**Work request**
Reading the records below, find how many lines include the word "dead" and give that number alone.

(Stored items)
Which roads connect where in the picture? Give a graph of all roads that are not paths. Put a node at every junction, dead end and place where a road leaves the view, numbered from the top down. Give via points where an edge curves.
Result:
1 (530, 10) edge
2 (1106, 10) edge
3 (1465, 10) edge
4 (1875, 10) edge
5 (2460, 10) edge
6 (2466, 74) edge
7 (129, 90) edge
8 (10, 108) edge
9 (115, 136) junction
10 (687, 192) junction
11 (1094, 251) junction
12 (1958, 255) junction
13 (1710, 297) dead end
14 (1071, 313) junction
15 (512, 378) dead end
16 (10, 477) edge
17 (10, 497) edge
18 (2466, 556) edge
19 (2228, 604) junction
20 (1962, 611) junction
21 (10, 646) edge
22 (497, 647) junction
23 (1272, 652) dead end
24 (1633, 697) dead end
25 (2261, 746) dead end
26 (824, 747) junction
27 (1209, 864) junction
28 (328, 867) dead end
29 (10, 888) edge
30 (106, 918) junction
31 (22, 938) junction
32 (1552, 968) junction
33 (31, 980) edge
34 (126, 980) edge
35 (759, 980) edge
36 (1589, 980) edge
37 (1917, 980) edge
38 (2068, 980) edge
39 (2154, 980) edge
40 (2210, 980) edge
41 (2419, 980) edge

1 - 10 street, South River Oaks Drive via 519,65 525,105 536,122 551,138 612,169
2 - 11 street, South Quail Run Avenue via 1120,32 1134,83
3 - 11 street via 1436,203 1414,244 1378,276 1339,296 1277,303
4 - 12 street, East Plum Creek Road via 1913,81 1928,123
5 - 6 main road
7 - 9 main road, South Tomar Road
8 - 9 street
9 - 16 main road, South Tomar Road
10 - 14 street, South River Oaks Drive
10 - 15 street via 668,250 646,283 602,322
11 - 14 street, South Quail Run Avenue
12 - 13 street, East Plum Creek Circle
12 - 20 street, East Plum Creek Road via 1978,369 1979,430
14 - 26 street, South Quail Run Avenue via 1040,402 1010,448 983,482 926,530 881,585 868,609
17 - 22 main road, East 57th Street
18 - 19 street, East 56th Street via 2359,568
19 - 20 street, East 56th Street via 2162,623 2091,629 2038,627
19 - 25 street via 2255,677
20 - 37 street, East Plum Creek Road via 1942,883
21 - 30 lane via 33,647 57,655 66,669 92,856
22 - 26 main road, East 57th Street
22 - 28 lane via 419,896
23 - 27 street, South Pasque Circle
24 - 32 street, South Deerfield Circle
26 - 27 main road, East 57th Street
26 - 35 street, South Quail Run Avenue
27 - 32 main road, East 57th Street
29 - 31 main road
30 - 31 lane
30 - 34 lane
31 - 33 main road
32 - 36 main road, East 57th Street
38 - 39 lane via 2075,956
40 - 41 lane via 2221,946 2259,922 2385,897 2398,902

**Response area**
7